Picard isn't happy about the renaming:
Childhood obesity is a serious, pressing health problem, so what message are we sending by renaming part of a pediatric hospital after a fast-food icon?
Worse yet, among those treated in The Colonel Harland Sanders Inpatient Unit are children with eating disorders. The irony is palpable, and the resigned acceptance tragic.
The broader question that needs to be asked is: When and why did it become acceptable for public institutions to prostitute themselves in this manner?
The obvious response to Picard is that KFC's money is just as good as anyone else's money, and that the health care system badly needs whatever money it can get. As "doug M" from Calgary wrote in comments to the article, "either it's OK to accept private sector money, or it is not".
On the face of it, that seems like a convincing argument. Harland David "Colonel" Sanders led an interesting life, eventually settling in Mississauga when he was about 75 years old. He established two organizations, the Colonel Harland Sanders Trust and Colonel Harland Sanders Charitable Organization, that contribute to many good causes (including other health care facilities in Canada).

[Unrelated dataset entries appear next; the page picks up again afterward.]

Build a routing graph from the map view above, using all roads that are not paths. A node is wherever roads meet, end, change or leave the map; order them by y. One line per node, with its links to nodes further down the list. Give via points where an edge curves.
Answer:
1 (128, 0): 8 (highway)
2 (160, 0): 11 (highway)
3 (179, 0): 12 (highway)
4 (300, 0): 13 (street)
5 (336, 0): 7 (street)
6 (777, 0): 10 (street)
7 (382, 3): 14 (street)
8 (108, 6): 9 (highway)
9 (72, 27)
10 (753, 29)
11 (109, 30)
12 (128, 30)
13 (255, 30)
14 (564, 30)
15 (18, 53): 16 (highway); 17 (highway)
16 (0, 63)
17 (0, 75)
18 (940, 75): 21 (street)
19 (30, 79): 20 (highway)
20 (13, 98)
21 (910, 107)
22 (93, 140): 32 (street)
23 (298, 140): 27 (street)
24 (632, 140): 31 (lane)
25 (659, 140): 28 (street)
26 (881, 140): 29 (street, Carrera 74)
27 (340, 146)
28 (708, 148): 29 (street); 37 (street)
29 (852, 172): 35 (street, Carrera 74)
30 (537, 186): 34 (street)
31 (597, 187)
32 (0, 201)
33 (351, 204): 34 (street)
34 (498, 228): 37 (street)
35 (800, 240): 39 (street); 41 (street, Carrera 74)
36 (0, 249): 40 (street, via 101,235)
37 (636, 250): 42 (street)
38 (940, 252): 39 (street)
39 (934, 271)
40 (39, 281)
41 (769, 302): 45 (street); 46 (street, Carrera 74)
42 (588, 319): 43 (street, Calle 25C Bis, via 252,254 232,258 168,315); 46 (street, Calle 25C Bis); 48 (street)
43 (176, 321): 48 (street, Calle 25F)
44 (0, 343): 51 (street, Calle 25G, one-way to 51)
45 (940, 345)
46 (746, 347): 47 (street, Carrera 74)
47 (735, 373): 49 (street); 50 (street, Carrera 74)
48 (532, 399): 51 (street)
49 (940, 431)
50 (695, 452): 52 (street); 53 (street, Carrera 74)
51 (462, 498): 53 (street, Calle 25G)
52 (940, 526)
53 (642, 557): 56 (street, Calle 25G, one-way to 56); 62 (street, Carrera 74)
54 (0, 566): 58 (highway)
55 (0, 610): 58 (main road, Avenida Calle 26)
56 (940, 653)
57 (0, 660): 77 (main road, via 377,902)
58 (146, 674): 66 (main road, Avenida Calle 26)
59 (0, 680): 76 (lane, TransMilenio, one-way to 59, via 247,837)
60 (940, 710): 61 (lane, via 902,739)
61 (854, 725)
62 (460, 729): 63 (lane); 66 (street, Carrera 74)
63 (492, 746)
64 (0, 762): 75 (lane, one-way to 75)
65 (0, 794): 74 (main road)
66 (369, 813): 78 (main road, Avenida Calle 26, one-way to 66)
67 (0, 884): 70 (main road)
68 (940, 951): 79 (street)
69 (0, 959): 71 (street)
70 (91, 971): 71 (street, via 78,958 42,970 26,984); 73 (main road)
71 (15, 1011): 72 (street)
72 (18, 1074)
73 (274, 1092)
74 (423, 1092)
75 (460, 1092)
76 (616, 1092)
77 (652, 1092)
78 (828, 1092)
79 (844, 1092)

From that perspective - the legacy of a man who may have loved this country - what's wrong with accepting the money and putting up a plaque in gratitude?
Picard counters this argument forcefully, pointing out that it would be no less generous to give the money without the branding, but far more honourable.
"When you cut through the rhetoric," he writes, "these naming opportunities, these associations with children's hospitals, are done for a single reason: to make fast food more palatable and bolster the bottom line of these corporations."
What do you think? Is this shamelessly inappropriate advertising, or a generous contribution to society worthy of being recognized the way McMaster has done so?